AIM OF THE TASK ::
Although pictures appear in the entries below, leave them out and print exactly the lines from the first line through the line containing "index pip: (242, 174)".

Saved entries ::

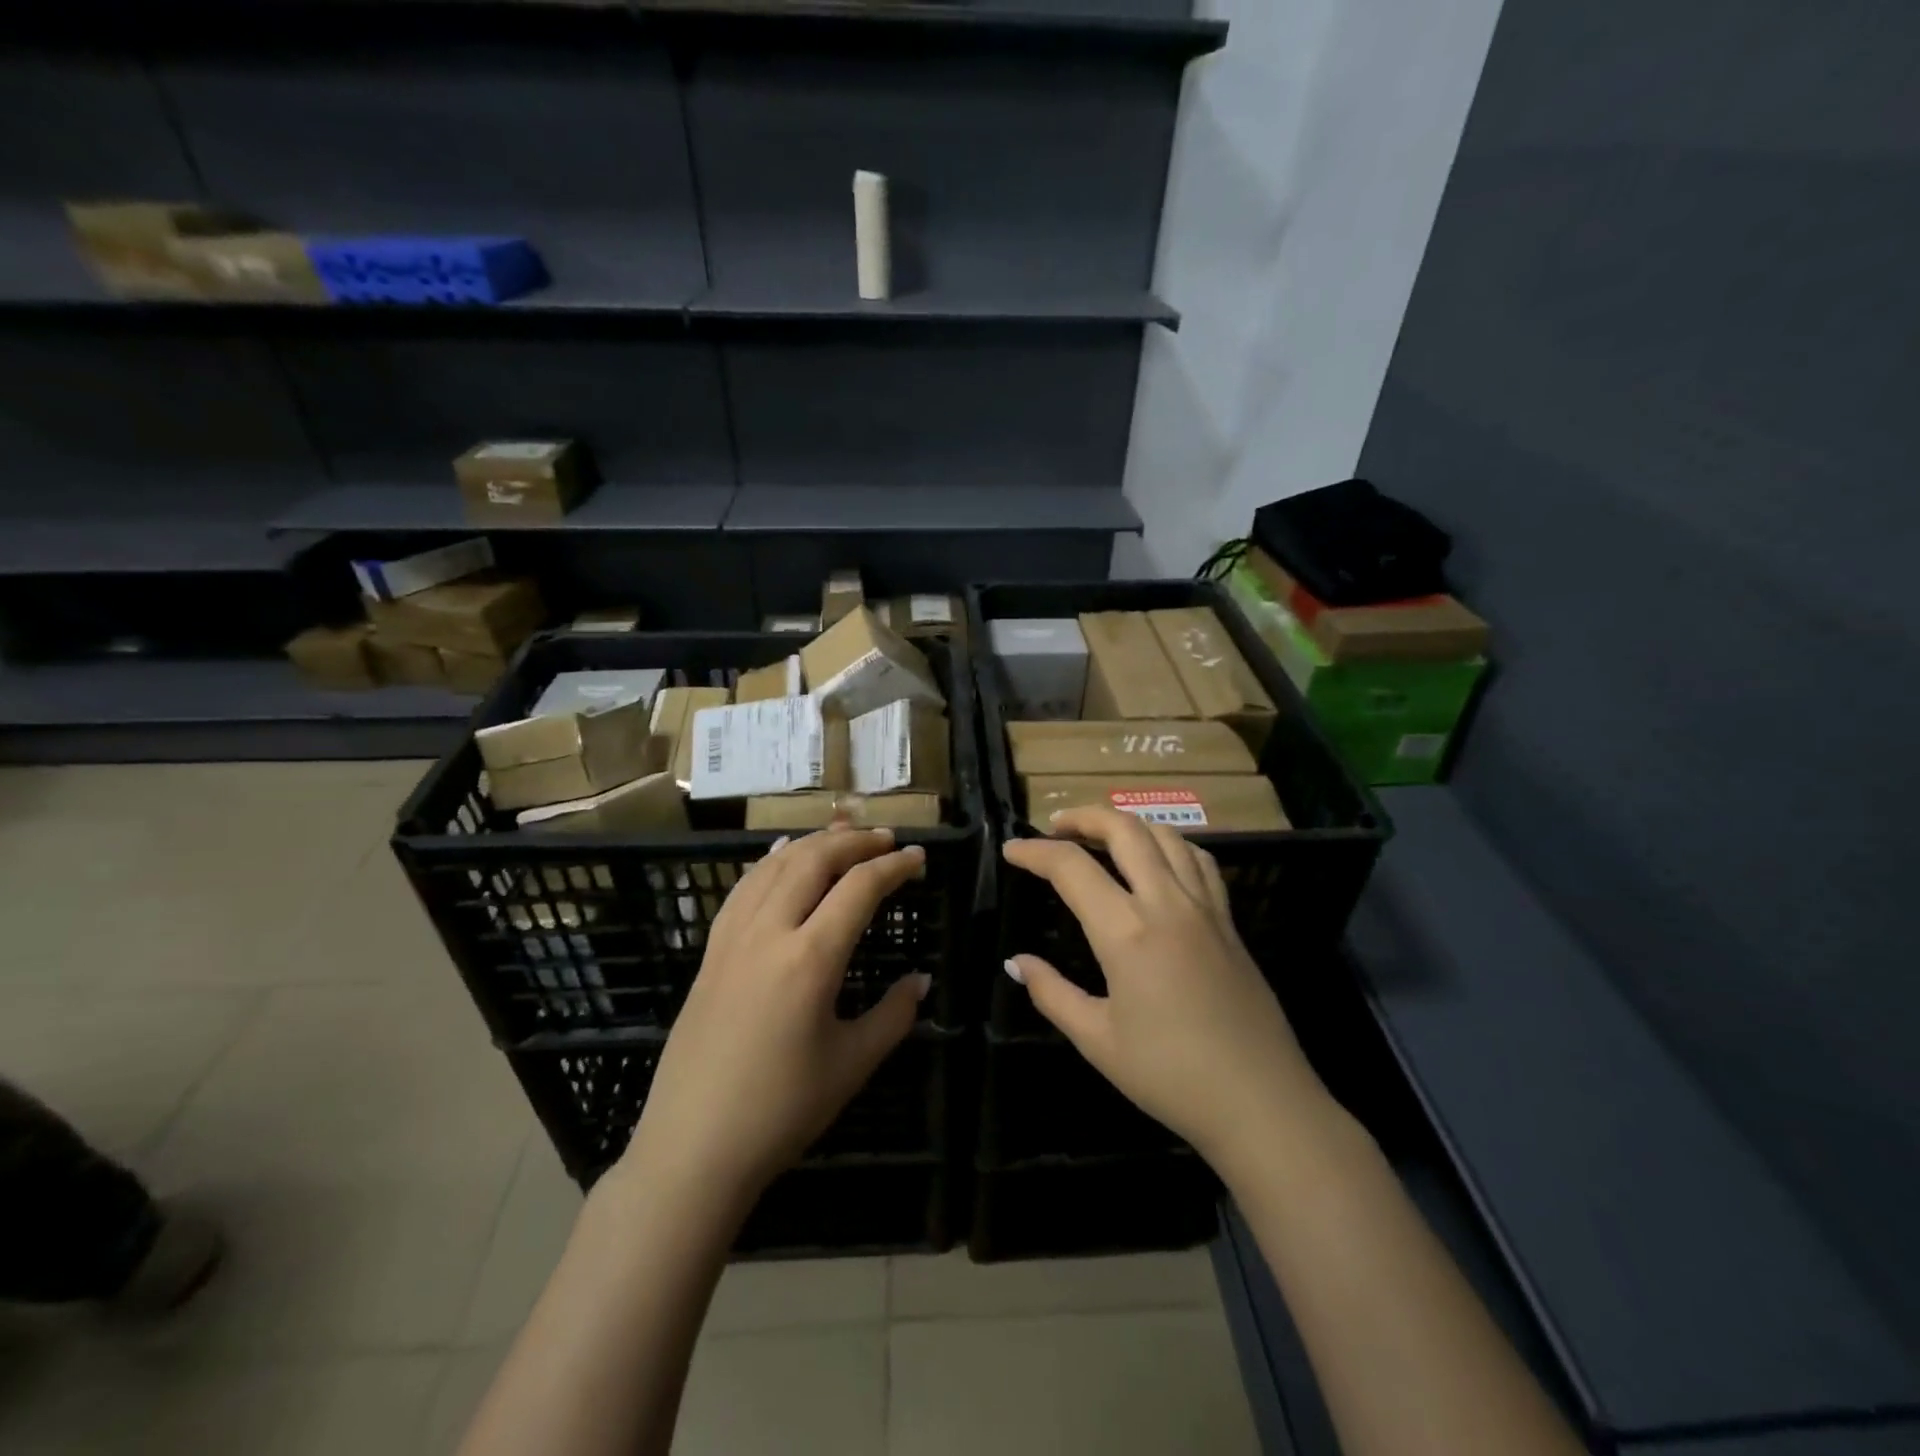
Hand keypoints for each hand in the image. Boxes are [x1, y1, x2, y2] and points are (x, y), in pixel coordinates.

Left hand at [613, 825, 929, 1217]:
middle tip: (886, 838)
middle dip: (854, 841)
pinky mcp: (711, 952)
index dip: (894, 866)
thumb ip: (894, 1015)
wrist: (692, 1149)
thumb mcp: (851, 1064)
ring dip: (813, 843)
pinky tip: (782, 856)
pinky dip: (770, 862)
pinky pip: (744, 888)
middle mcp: (769, 932)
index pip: (859, 888)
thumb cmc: (781, 1111)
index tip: (919, 857)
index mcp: (810, 959)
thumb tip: (921, 981)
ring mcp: (733, 938)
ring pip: (775, 865)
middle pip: (814, 860)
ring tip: (843, 835)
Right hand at [1002, 808, 1325, 1177]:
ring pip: (1166, 836)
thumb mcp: (1098, 1041)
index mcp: (1128, 933)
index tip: (1011, 850)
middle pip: (1124, 830)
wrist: (1261, 1103)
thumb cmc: (1171, 1076)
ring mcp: (1205, 908)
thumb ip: (1052, 993)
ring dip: (1127, 823)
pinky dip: (1170, 843)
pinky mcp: (1229, 921)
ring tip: (1101, 834)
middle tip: (1055, 826)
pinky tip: (1158, 859)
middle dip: (1084, 817)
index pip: (1072, 868)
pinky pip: (1199, 860)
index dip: (1034, 852)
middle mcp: (1167, 904)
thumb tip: (1016, 962)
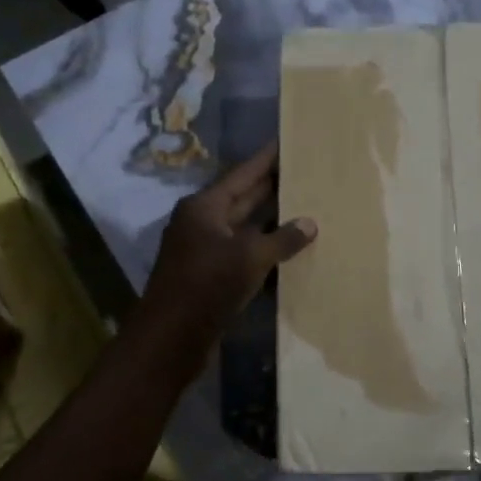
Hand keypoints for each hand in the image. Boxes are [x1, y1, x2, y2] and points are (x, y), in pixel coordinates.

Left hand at [135, 142, 316, 346]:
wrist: (171, 338)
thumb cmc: (208, 285)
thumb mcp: (250, 257)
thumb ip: (282, 239)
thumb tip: (310, 223)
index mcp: (204, 207)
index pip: (242, 174)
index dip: (266, 159)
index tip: (287, 143)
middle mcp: (202, 222)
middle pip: (243, 198)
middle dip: (273, 187)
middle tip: (305, 173)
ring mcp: (204, 250)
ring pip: (245, 228)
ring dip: (272, 222)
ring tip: (306, 207)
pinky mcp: (210, 276)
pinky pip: (243, 254)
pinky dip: (265, 251)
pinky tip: (291, 251)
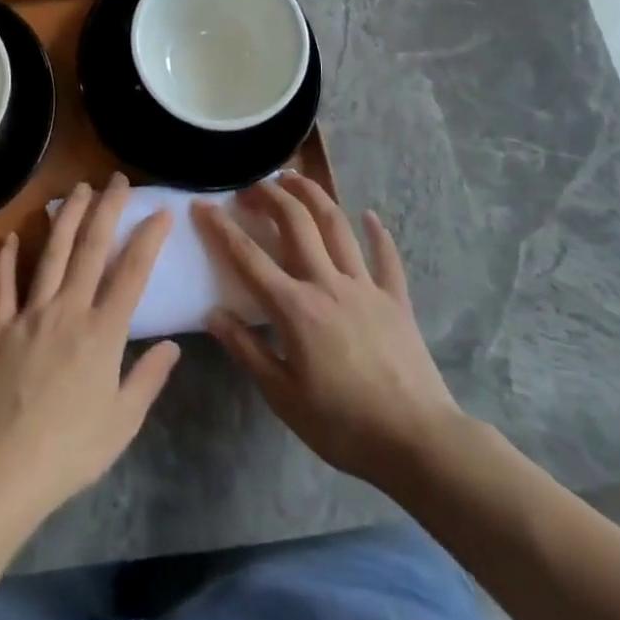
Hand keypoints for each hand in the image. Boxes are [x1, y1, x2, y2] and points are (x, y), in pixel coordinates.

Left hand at [0, 174, 180, 518]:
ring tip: (77, 189)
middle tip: (115, 180)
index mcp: (103, 332)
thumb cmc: (72, 449)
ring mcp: (31, 314)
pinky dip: (5, 260)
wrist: (5, 466)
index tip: (160, 210)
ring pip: (51, 254)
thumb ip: (148, 378)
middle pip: (91, 249)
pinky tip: (9, 237)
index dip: (148, 238)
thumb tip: (173, 345)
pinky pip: (3, 287)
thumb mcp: (123, 421)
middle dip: (106, 209)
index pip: (132, 272)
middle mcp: (69, 309)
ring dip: (66, 218)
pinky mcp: (0, 328)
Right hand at [195, 173, 460, 492]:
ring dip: (314, 196)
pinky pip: (386, 258)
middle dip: (270, 196)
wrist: (418, 441)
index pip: (248, 257)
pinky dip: (378, 233)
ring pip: (336, 226)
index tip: (201, 205)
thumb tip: (213, 315)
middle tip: (251, 183)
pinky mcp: (395, 299)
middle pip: (295, 223)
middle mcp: (327, 283)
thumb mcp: (283, 397)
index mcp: (295, 308)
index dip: (221, 227)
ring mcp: (364, 286)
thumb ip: (247, 351)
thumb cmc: (343, 426)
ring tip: (295, 178)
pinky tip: (370, 216)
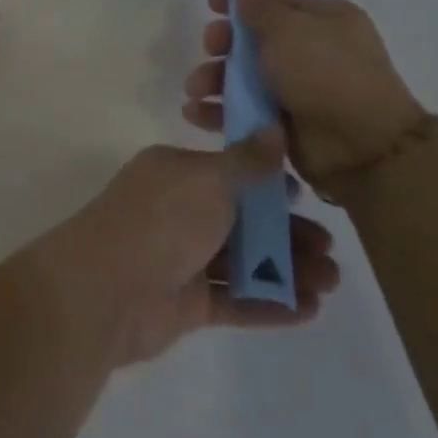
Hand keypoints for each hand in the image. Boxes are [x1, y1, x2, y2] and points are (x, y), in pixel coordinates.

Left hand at [52, 143, 338, 366]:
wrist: (106, 289)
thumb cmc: (160, 222)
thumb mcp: (208, 180)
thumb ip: (247, 161)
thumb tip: (274, 128)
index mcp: (175, 174)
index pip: (229, 174)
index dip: (268, 187)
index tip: (306, 200)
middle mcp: (176, 212)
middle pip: (241, 221)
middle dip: (287, 235)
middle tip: (331, 252)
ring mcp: (180, 259)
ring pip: (241, 262)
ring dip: (286, 271)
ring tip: (329, 284)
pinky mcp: (185, 303)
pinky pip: (234, 299)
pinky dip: (269, 303)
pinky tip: (308, 310)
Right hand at [181, 0, 426, 191]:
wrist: (361, 147)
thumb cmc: (325, 74)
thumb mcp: (289, 30)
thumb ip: (259, 5)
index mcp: (324, 20)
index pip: (273, 4)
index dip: (239, 4)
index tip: (210, 7)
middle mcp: (313, 51)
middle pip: (253, 41)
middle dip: (223, 46)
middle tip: (209, 51)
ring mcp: (298, 90)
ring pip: (244, 78)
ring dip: (214, 80)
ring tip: (196, 91)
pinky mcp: (284, 123)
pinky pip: (243, 111)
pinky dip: (219, 111)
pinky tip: (197, 113)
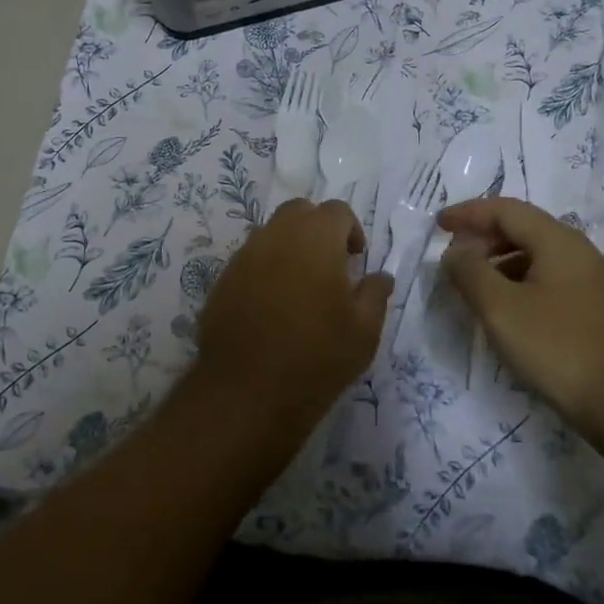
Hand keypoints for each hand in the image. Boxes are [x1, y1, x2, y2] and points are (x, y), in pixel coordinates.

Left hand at [192, 198, 392, 438]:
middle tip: (330, 265)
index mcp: (316, 237)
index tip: (356, 260)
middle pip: (300, 212)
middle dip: (318, 229)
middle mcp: (277, 235)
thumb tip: (380, 276)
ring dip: (290, 247)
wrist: (247, 392)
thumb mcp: (364, 330)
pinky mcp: (223, 279)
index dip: (351, 230)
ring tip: (301, 288)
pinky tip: (272, 306)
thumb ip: (375, 293)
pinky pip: (250, 260)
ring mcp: (244, 256)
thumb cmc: (317, 356)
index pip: (337, 211)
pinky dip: (265, 270)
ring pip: (272, 233)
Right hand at [437, 197, 603, 443]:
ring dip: (500, 264)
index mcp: (557, 241)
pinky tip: (509, 316)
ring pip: (537, 258)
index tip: (438, 226)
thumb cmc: (560, 347)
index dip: (468, 213)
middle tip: (453, 258)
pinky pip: (550, 283)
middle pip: (523, 229)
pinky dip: (520, 286)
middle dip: (483, 238)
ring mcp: (593, 283)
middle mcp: (579, 252)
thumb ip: (470, 272)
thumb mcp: (501, 308)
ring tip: (474, 289)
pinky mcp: (599, 313)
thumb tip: (455, 251)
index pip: (505, 209)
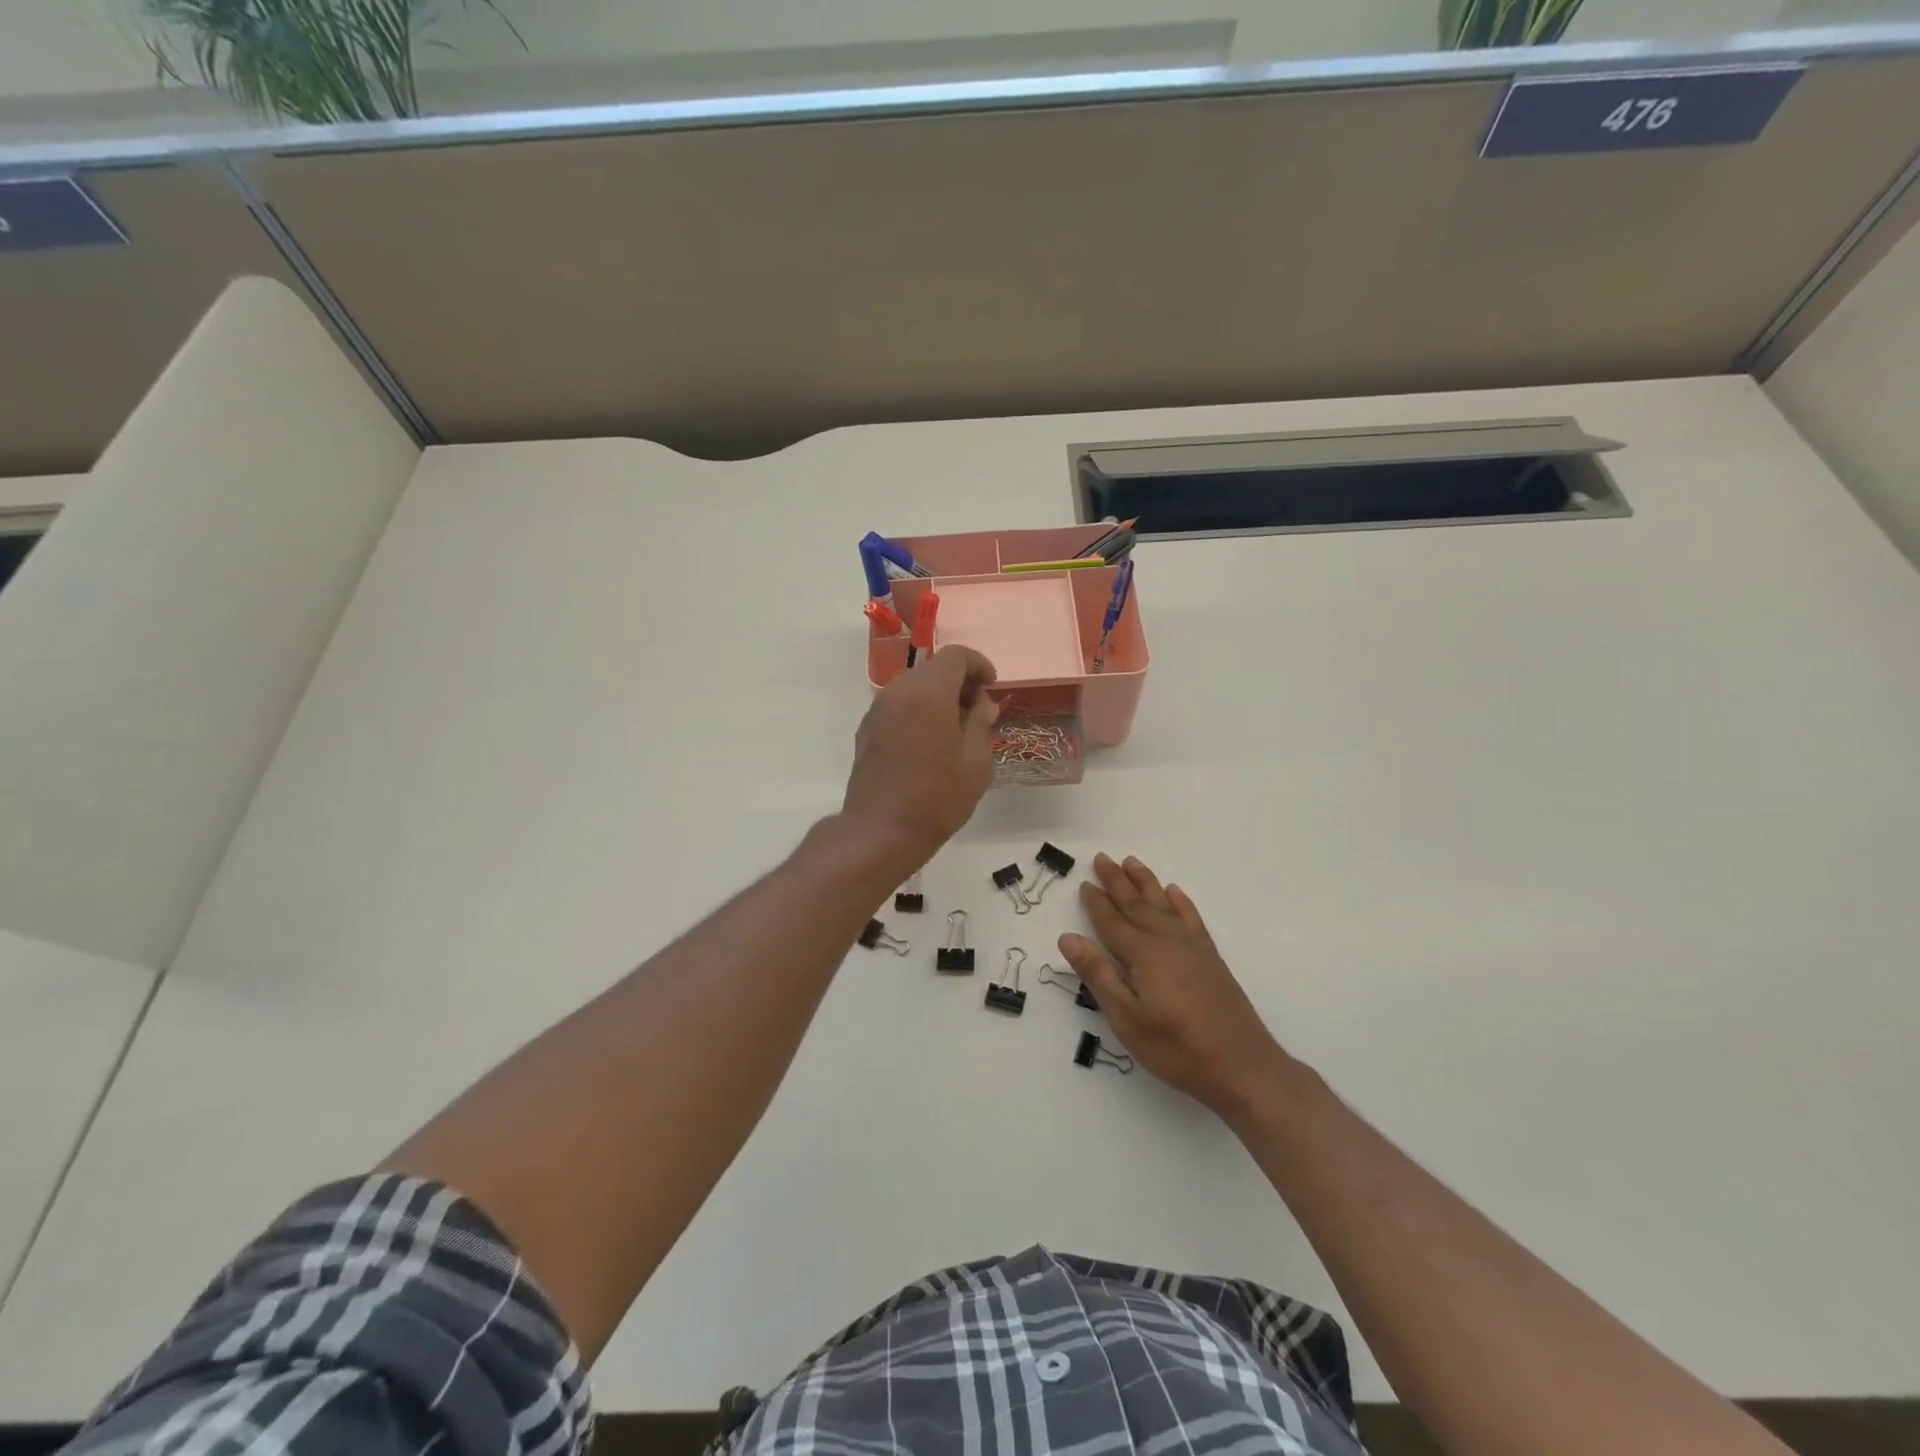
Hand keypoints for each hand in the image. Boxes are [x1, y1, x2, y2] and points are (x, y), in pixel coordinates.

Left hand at [842, 645, 997, 861]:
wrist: (881, 830)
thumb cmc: (937, 796)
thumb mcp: (975, 761)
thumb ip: (980, 722)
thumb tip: (981, 703)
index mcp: (928, 691)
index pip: (956, 655)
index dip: (979, 664)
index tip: (992, 686)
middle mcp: (898, 691)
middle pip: (933, 669)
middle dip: (959, 682)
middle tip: (978, 711)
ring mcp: (877, 710)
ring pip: (914, 687)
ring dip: (938, 697)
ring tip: (956, 729)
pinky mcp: (867, 730)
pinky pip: (898, 706)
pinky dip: (918, 711)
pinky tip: (930, 743)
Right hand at [1059, 854, 1293, 1123]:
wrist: (1242, 1066)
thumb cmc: (1176, 1048)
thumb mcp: (1126, 1019)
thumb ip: (1098, 974)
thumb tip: (1068, 937)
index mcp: (1143, 954)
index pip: (1111, 922)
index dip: (1096, 903)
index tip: (1083, 883)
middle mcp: (1167, 940)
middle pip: (1136, 904)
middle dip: (1117, 881)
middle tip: (1102, 858)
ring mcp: (1192, 947)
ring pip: (1162, 903)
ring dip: (1145, 882)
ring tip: (1131, 861)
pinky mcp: (1210, 957)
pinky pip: (1191, 917)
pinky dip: (1180, 901)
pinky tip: (1175, 892)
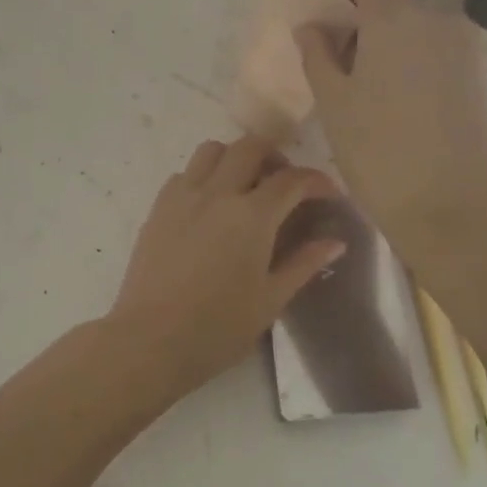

ANSWER SECTION ::
Hand keypoints for each hand in the image. Boxes are [x1, y1, x2, y2] and points are (x, y), in pixel coordinates.

Left hand at [613, 825, 929, 1217]:
middle tip: (886, 838)
middle dip: (854, 841)
pinky mcp: (711, 952)
index dip: (894, 866)
thumb ip: (894, 1015)
wrist: (692, 1149)
thumb mcp: (851, 1064)
ring dip: (813, 843)
pinky tip: (782, 856)
pinky dip: (770, 862)
pinky pip: (744, 888)
middle mcp: (769, 932)
index pip: (859, 888)
thumb cmc: (781, 1111)
index tip: (919, 857)
index mcp: (810, 959)
thumb tip: (921, 981)
ring mcp: (733, 938)
ring pip: (775, 865)
middle pip: (814, 860)
ring tip: (843, 835)
Right hand at [1002, 808, 1325, 1177]:
ring pip: (1166, 836)
thumb mcp: (1098, 1041)
index mcp: (1128, 933)
index tip: (1011, 850)
middle pip: (1124, 830)
wrist: (1261, 1103)
thumb cmc: (1171, 1076)
ring mcp: (1205, 908)
thumb ip: (1052, 993)
ring dip: (1127, 823)
pinky dip: (1170, 843)
pinky mcp: (1229, 921)
ring tip: (1101, 834)
middle tip: (1055, 826)
pinky tip: (1158, 859)
middle dip: (1084, 817)
index pip: (1072, 868)
pinky pip: (1199, 860)
index dip: (1034, 852)
middle mcp: (1167, 904)
thumb tip: (1016, 962)
Hand keypoints for each hand in the image. Boxes are [x1, y1, x2, y2] and points are (x, y), in pixel coordinates.

Left hand at [135, 142, 316, 346]:
wrist: (171, 338)
thumb cmc: (208, 285)
thumb mcp: (250, 257)
thumb ip: (282, 239)
thumb tip: (310, 223)
index mcp: (204, 207)
index pip: (242, 174)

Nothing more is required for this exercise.